I hunted out my trusty recipe folder and found this recipe which has been passed down to me from my mother.  I have made it several times over the years – usually for a special occasion dessert.  I remember having this dessert as a treat when I was a child.  What I did not realise was that it is frugal and relies on seasonal produce.  What a perfect way to impress your guests and keep within a reasonable budget.  Unfortunately, I do not have a dinner party coming up so it will be a dessert treat for The Duke and I which will last all week.

FRUIT FLUMMERY

INGREDIENTS

2 oranges
6 passionfruit

½ lemon
2 tablespoons plain flour
1 dessertspoon gelatine

1 cup sugar
2 cups water

METHOD
Squeeze the oranges and lemon, remove pulp from passionfruit.  Place in a jug and set aside.  Mix flour and gelatine with water in a saucepan, add citrus peel (chopped) and sugar.  Bring to the boil and boil for 5 minutes.  Strain through a colander to remove the peels, add juice and pulp and allow to cool.  Beat until stiff and frothy – about 20 minutes.  Place in a glass bowl in refrigerator to set.

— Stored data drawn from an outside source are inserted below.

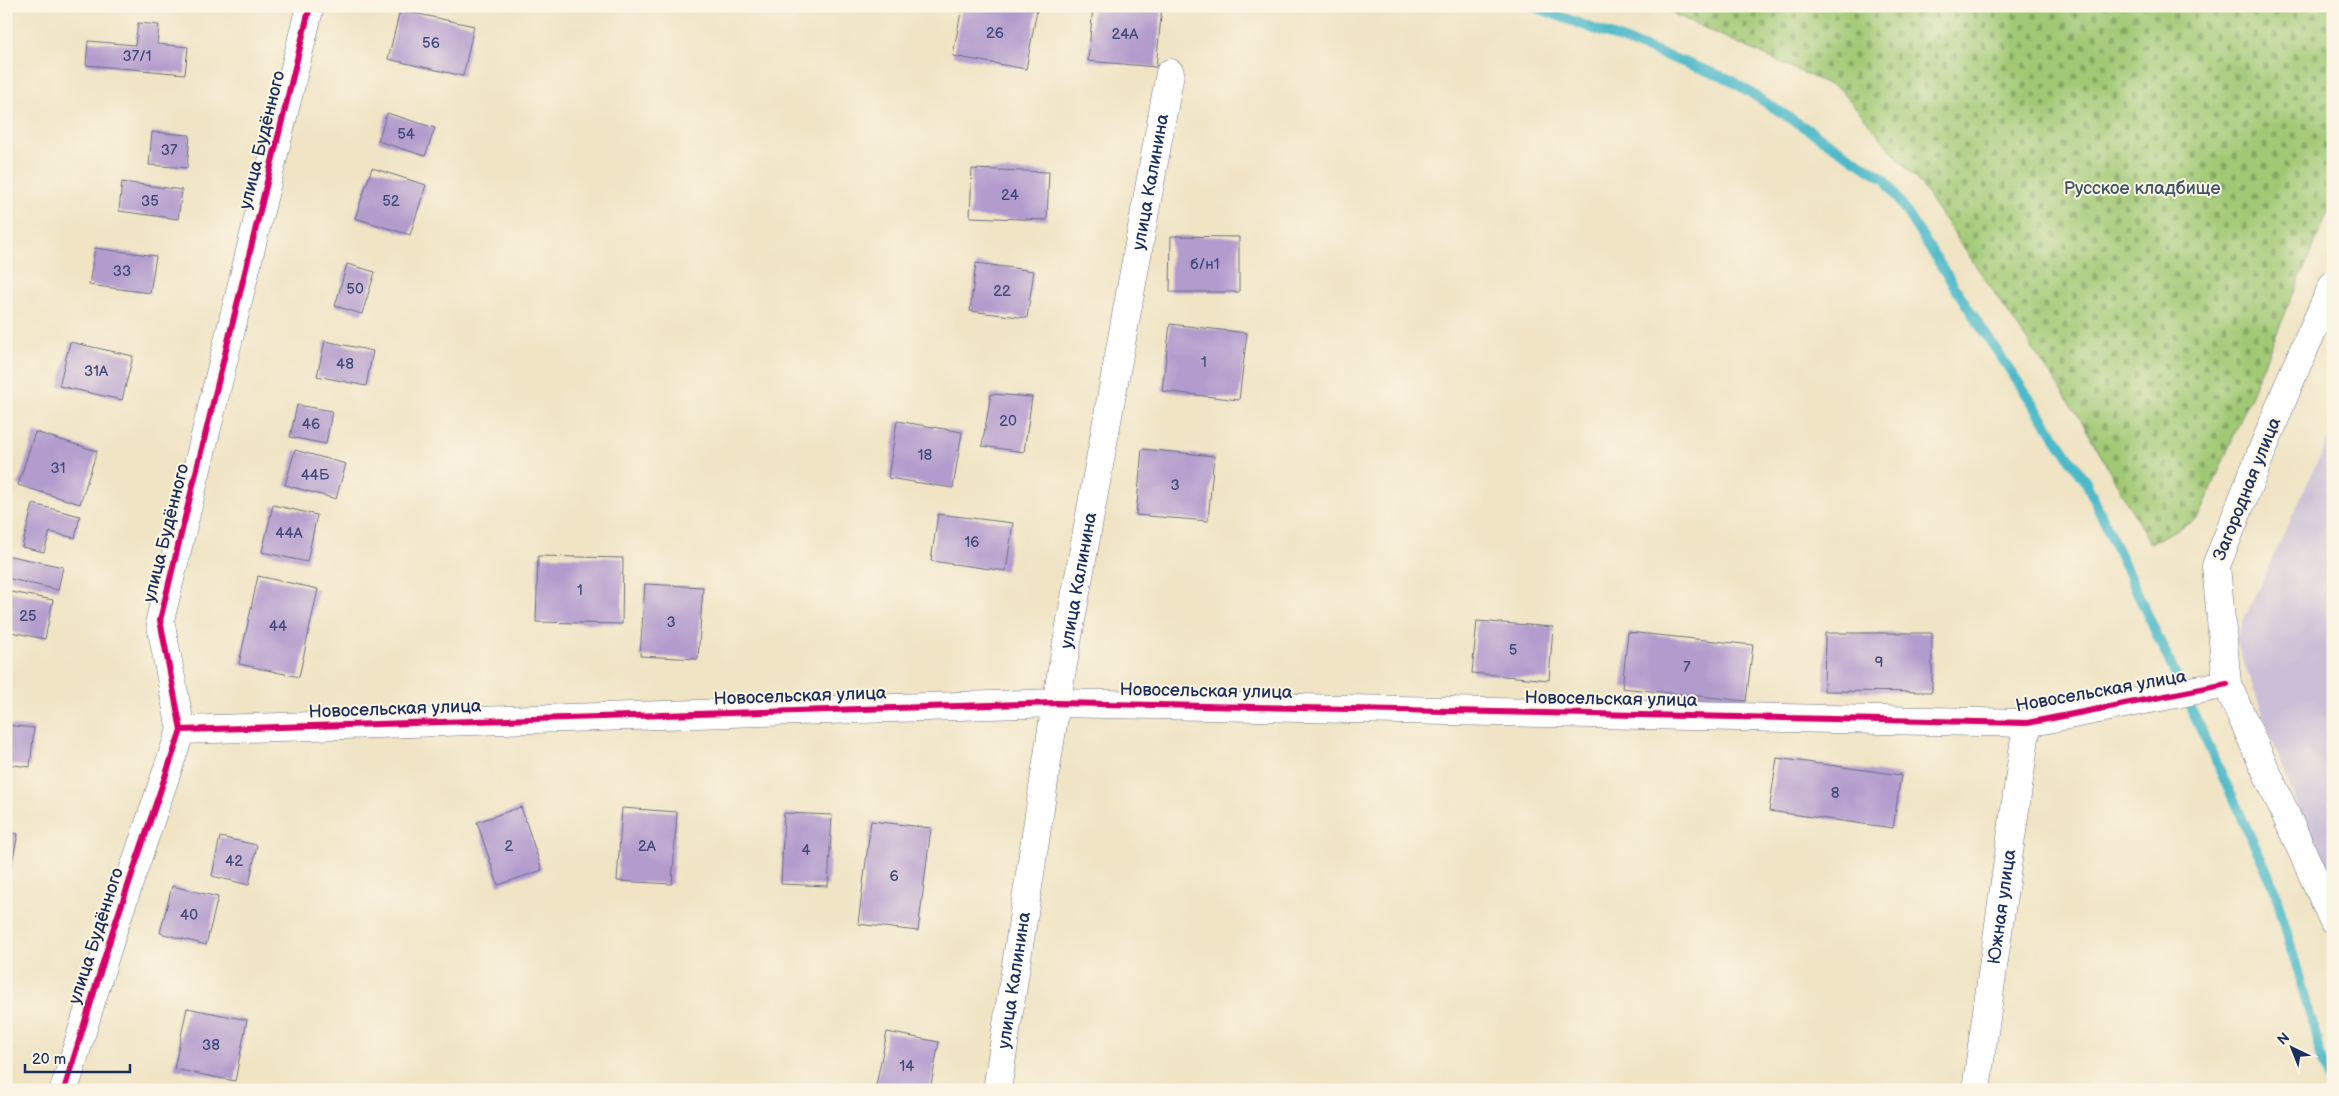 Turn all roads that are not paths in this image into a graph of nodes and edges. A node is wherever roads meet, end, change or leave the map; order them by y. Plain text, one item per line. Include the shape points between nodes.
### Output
1 (310, 6) edge
2 (1170, 73) dead end
3 (2333, 285) edge
4 (2227, 684) junction
5 (1056, 703) junction
6 (2027, 722) junction
7 (181, 730) junction
8 (2333, 920) edge
9 (64, 1090) edge
10 (997, 1090) edge
11 (1976, 1090) edge

1 - 7 street, улица Будённого via 160,620
2 - 5 street, улица Калинина
3 - 4 street, Загородная улица via 2292,376 2216,566
4 - 6 street, Новосельская улица
4 - 8 street, Загородная улица
5 - 6 street, Новосельская улица
5 - 7 street, Новосельская улица
5 - 10 street, улица Калинина
6 - 11 street, Южная улица
7 - 9 street, улица Будённого via 113,930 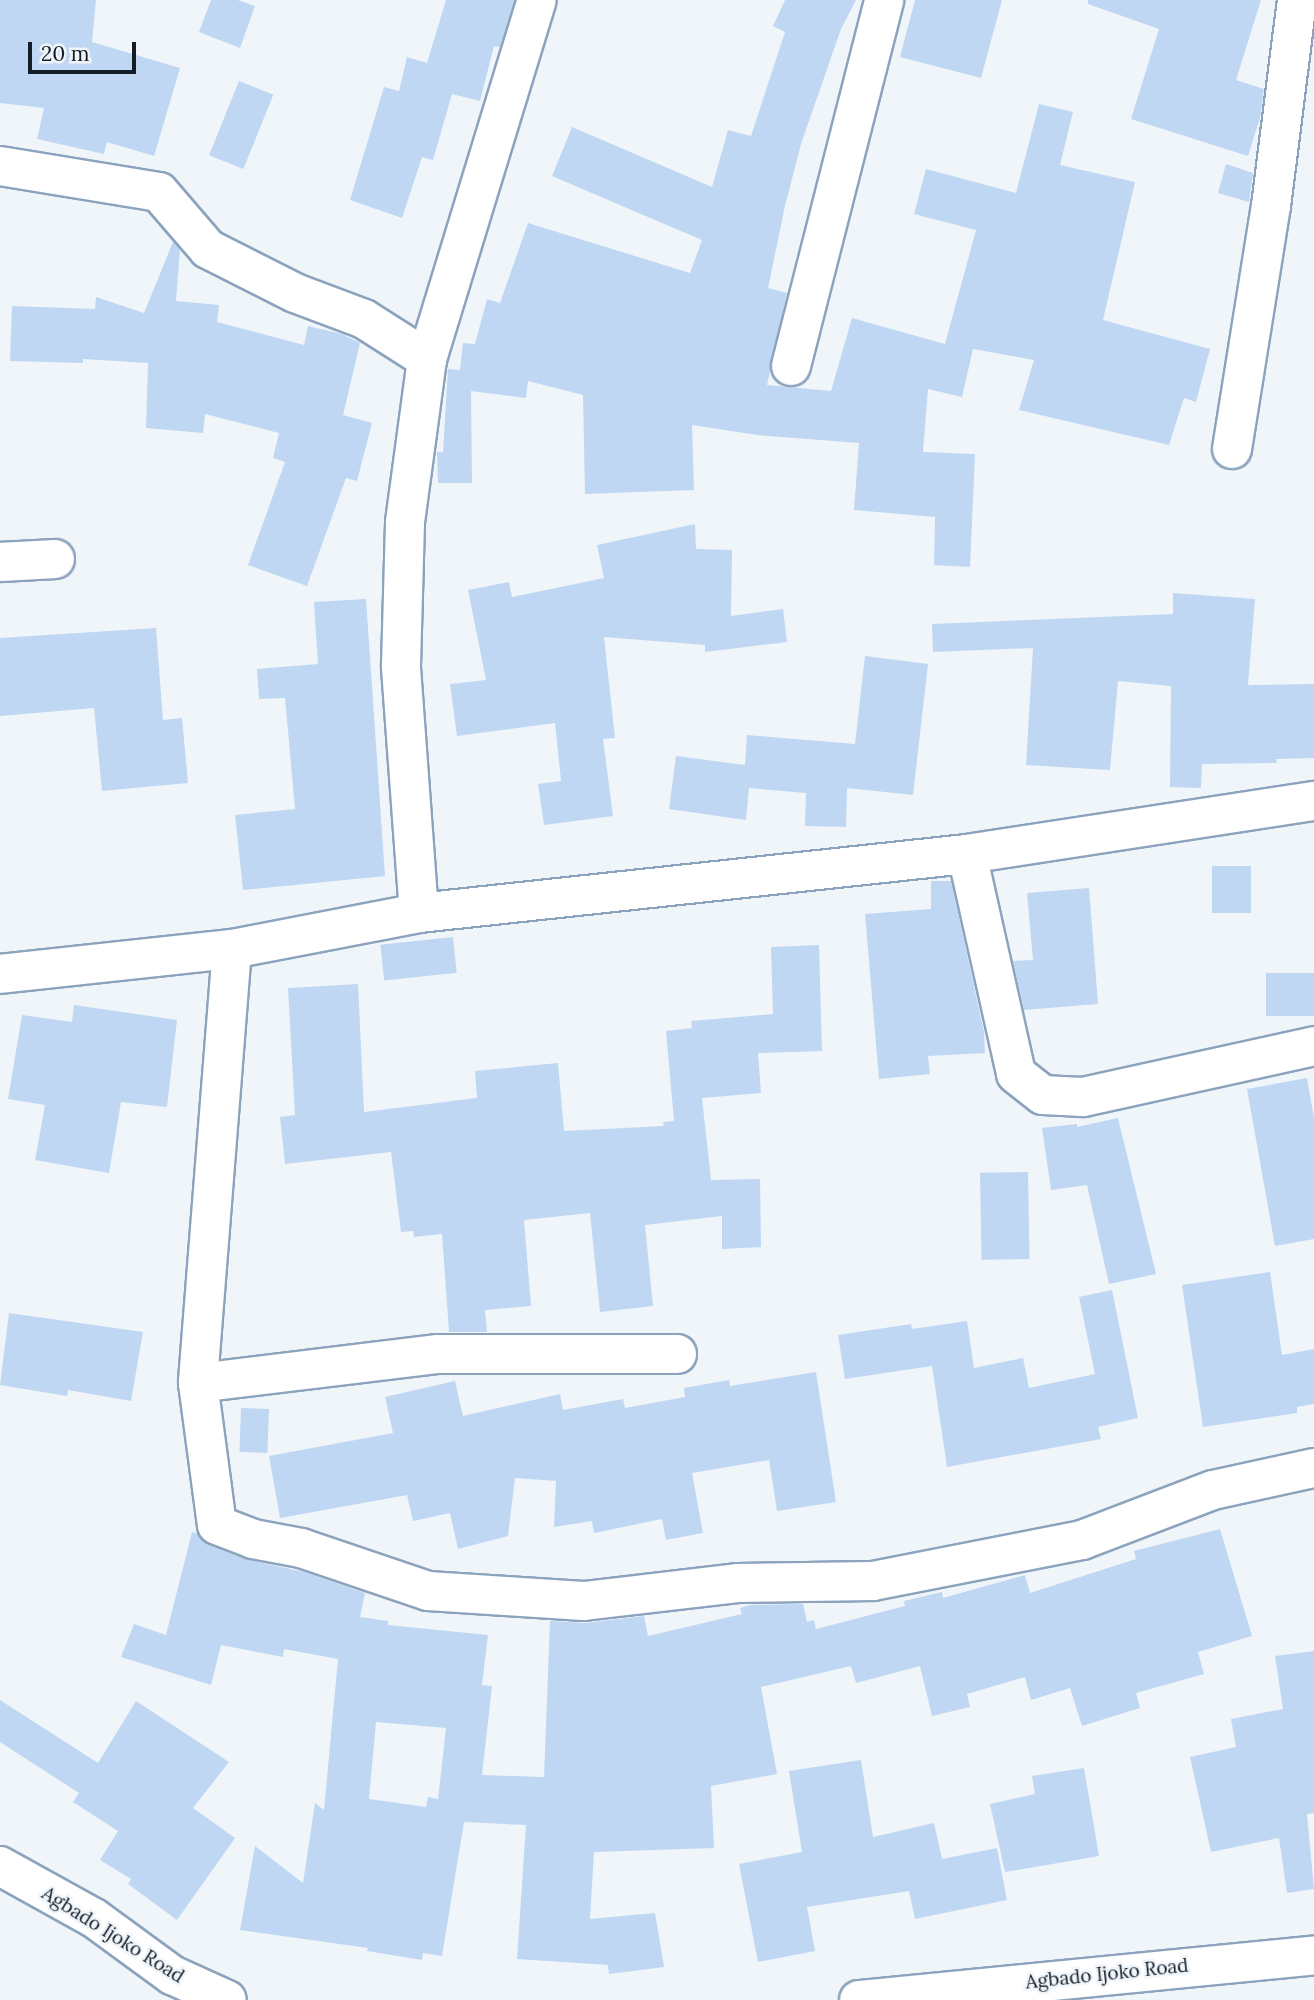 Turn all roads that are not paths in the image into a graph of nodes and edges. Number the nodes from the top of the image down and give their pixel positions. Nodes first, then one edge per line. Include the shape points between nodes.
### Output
1 (537, 0) edge
2 (1297, 0) edge
3 (883, 1) edge
4 (0, 166) edge
5 (427, 359) junction
6 (791, 366) dead end
7 (1232, 449) dead end
8 (55, 559) dead end
9 (0, 562) edge
10 (1314, 801) edge
11 (967, 854) junction
12 (419, 913) junction
13 (232, 950) junction
14 (0, 974) edge
15 (1314, 1046) edge
16 (677, 1354) dead end
17 (198, 1383) junction
18 (1314, 1468) edge
19 (0, 1867) edge
20 (1314, 1955) edge
21 (227, 2000) edge
22 (859, 2000) edge

1 - 5 street
2 - 7 street via 1271,206
3 - 6 street
4 - 5 street via 159,192 208,249 295,293 364,319
5 - 12 street via 405,522 401,666
8 - 9 street
10 - 11 street
11 - 12 street
11 - 15 street via 1016,1074 1043,1095 1083,1097
12 - 13 street
13 - 14 street
13 - 17 street
16 - 17 street via 438,1354
17 - 18 street via 217,1525 428,1591 584,1601 737,1583 873,1581 1082,1540 1213,1490
19 - 21 street, Agbado Ijoko Road via 94,1919 172,1975
20 - 22 street, Agbado Ijoko Road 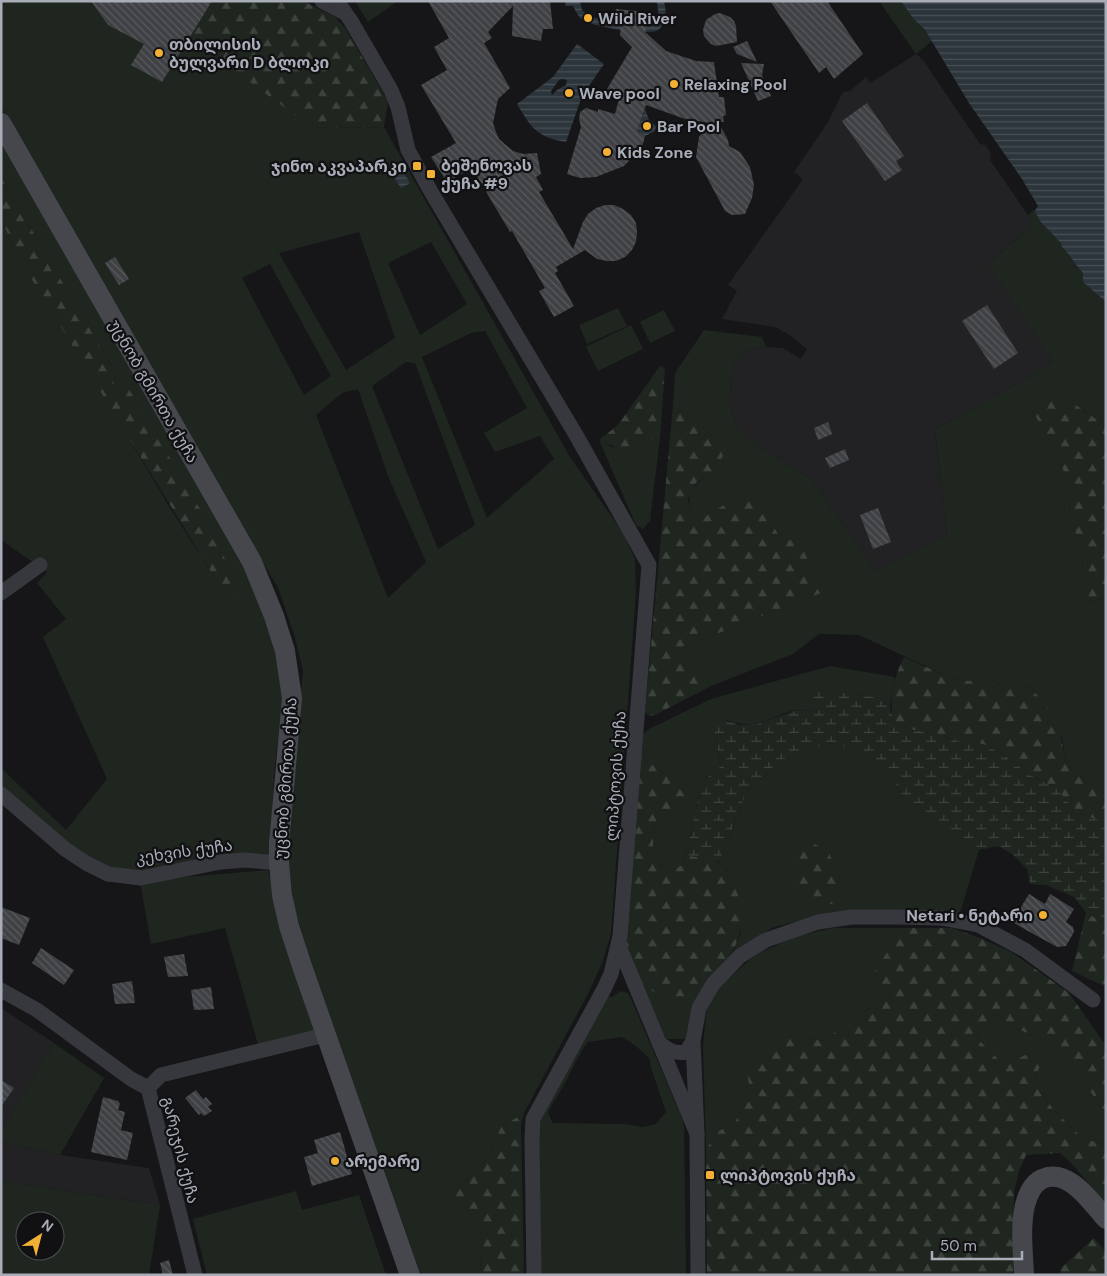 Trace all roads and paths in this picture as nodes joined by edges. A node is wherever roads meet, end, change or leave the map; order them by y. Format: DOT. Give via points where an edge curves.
graph roads {
  1 [pos="322,1"];
  2 [pos="337,1"];
  3 [pos="346,14"];
  4 [pos="1,123"];
  5 [pos="40,565"];
  6 [pos="1,594"];
  7 [pos="1,794"];
  8 [pos="279,863"];
  9 [pos="619,946"];
  10 [pos="635,986"];
  11 [pos="604,989"];
  12 [pos="1,990"];
  13 [pos="1093,1000"];
  14 [pos="325,1035"];
  15 [pos="693,1041"];
  16 [pos="659,1043"];
  17 [pos="148,1088"];
  18 [pos="697,1134"];
  19 [pos="1106,1219"];
  20 [pos="195,1275"];
  21 [pos="410,1275"];
  22 [pos="534,1275"];
  23 [pos="698,1275"];
  24 [pos="1024,1275"];
  1 -- 3 [label="street"];
  2 -- 3 [label="street"];
  3 -- 9 [label="street, ლიპტოვის ქუჩა" via="391,90 412,158 649,565"];
  4 -- 8 [label="main road, უცნობ გმირთა ქუჩა" via="252,562 274,616 285,650 292,698"];
  5 -- 6 [label="street"];
  7 -- 8 [label="street, კეხვის ქუჩა" via="65,850 108,874 141,878 221,862"];
  8 -- 14 [label="main road, უცნობ გმირთა ქუჩა" via="289,926"];
  9 -- 10 [label="street, ლიპტოვის ქუჩა"];
  9 -- 11 [label="street"];
  10 -- 11 [label="street" via="617,980"];
  10 -- 16 [label="street, ლიპტოვის ქუჩა"];
  11 -- 22 [label="street" via="533,1119"];
  12 -- 17 [label="street, გარეჯის ქუჩა" via="36,1010"];
  13 -- 15 [label="street" via="1024,950 978,925 941,918 852,917 818,922 766,940 740,956 713,984 699,1008"];
  14 -- 17 [label="street" via="161,1075"];
  14 -- 21 [label="main road, უცნობ გმირთა ქუჩა"];
  15 -- 16 [label="street" via="686,1052 678,1053"];
  15 -- 18 [label="street"];
  16 -- 18 [label="street, ლიპტოვის ქუჩა"];
  17 -- 20 [label="street, გარეჯის ქუჩა"];
  18 -- 23 [label="street, ლიპტოვის ქუჩა"];
  19 -- 24 [label="main road" via="1087,1196 1062,1178 1049,1176 1036,1182 1030,1192 1023,1222"];
} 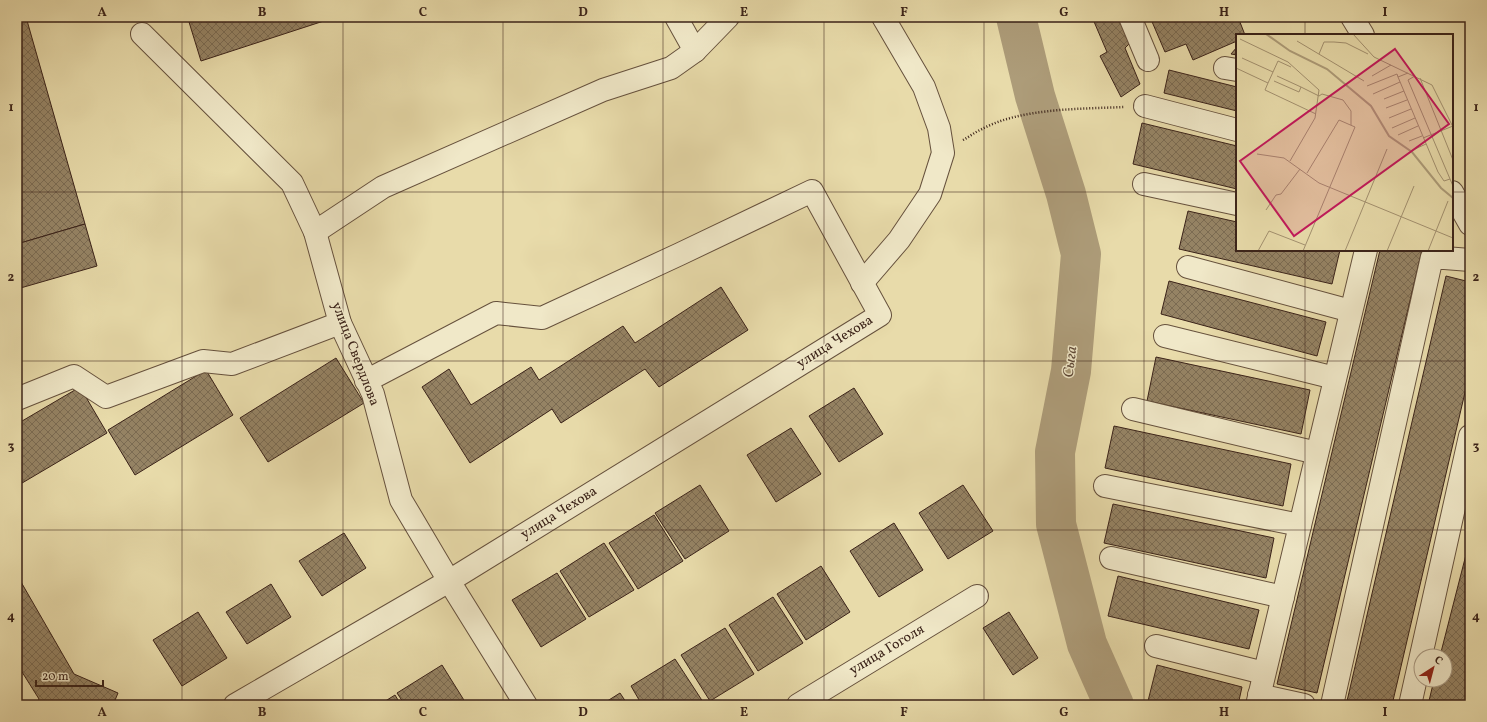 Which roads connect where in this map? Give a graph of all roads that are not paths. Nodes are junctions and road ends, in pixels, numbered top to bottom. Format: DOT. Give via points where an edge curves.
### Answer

I beat the mixture using my Kitchen Aid stand mixer – so much easier than my hand-held beaters and a better result.  The mixture made almost half as much again as it previously has.  I am really looking forward to it as the flummery will be so light and fluffy.

The total cost of this recipe was less than $1 and it has made at least 10 generous serves.

I planned to post photos to go with this post but I am unable to upload them at the moment.  I will post them when everything is working properly.